Andrew Ottomanelli of Garden City (left) scores the first goal...

Andrew Ottomanelli of Garden City (left) scores the first goal of the game during a Nassau boys lacrosse game against Massapequa on Wednesday, April 10, 2024 in Massapequa. Credit: Dawn McCormick

The offense was precise and prolific. The defense was smothering and stingy. Man-up scoring opportunities produced goals and a man-down disadvantage was quickly snuffed. And the face-off game was simply devastating.

It would be hard to imagine a more complete game than the one the Garden City boys lacrosse team turned in on Wednesday as it shrugged off a tough Massapequa team for a 12-3 Nassau Power League road win.

“We have experienced guys who have played in big games and play with poise,” said Steve Finnell, coach of the two-time defending state Class B champion Trojans. “Against a team as good as Massapequa, you need that.”

Garden City (5-2, 2-0) scored the final four goals of the first half to take a 6-2 lead and raced away with six unanswered goals to close the game out.
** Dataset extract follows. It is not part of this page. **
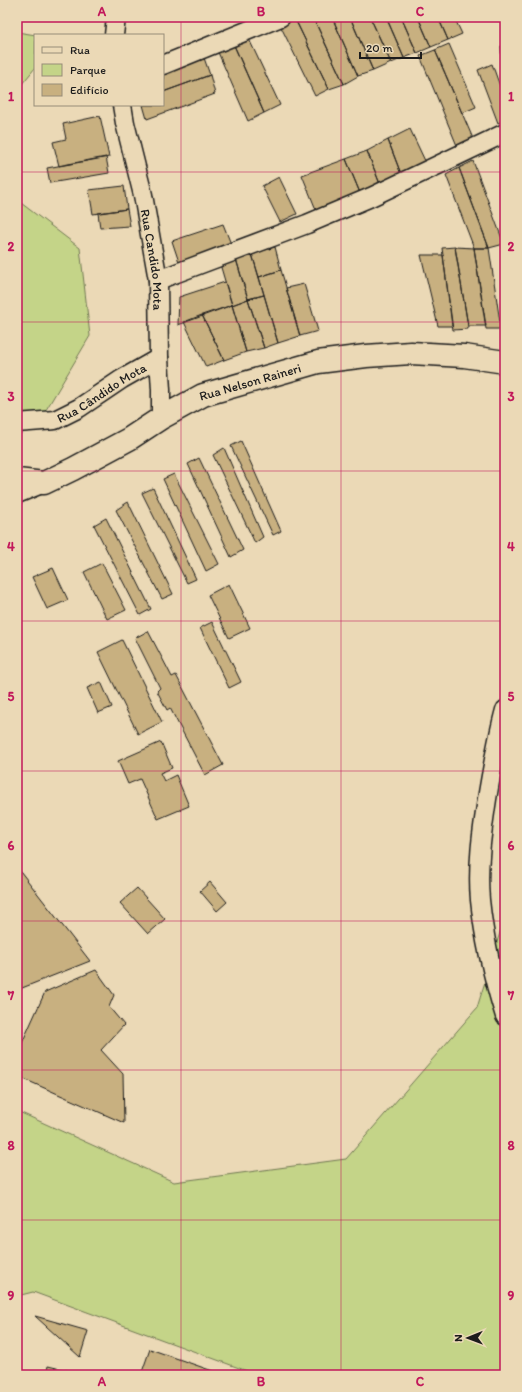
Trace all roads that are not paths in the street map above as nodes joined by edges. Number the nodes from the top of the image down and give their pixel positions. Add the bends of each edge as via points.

Holy Cross commit Andrew Ottomanelli unleashed lefty shots from high and low as he racked up five goals. Junior Dan Medjid had three goals and U.S. Naval Academy commit and faceoff specialist Luke Cascadden had a pair of goals for the Trojans.

Princeton-bound Matt Kephart, Cornell-bound Blake Cascadden, Bucknell commit Owen Wuchte and Holy Cross commit Aidan Considine led an ensemble defensive effort that afforded Massapequa (3-4, 1-1) only a handful of quality shots.

Nolan Wieczorek had first-quarter score that tied it, 1-1, and Jack Garguilo had a second-quarter goal to knot things, 2-2, for Massapequa.

Garden City had 38 goals in its first three games before a pair of stumbles, but now has 21 in a pair of wins and Ottomanelli said, “it feel like we’re getting our offensive groove back and when that happens we’re hard to stop.”

The Trojans are allowing just 4.9 goals per game and, as Kephart explained, “With us, it’s never one guy on the ball – it’s always an emphasis on team defense where we help each other.”

Luke Cascadden won faceoffs and took the ball right in for goals twice – his first two goals of the season. Each came in one of the Trojan bursts and were especially impactful.

The first came moments after Medjid scored from 12 yards away on the right wing with 8:29 left in the first half to snap a 2-2 tie. Five seconds later, Luke Cascadden struck for the first time and made it 4-2. “A goal like that takes their hope a little bit,” he said.

The second came after Massapequa’s Joe Diesso skipped in a 20-yard shot for the first goal of the second half. Luke Cascadden got it back 14 seconds later.

“That stripped a little more hope away,” Luke Cascadden said. “It basically said ‘you’re not getting two goals in a row off of us.”

Ottomanelli, seeking to improve on an impressive 42-goal 2023 season, used a variety of shooting angles to score. His first came from the side – almost underhand – and bounced into the goal. His third was on a dash right at the goal in the third quarter and came from almost directly overhead.

“I’m trying to be a low-to-high shooter,” he said. “It keeps them guessing.”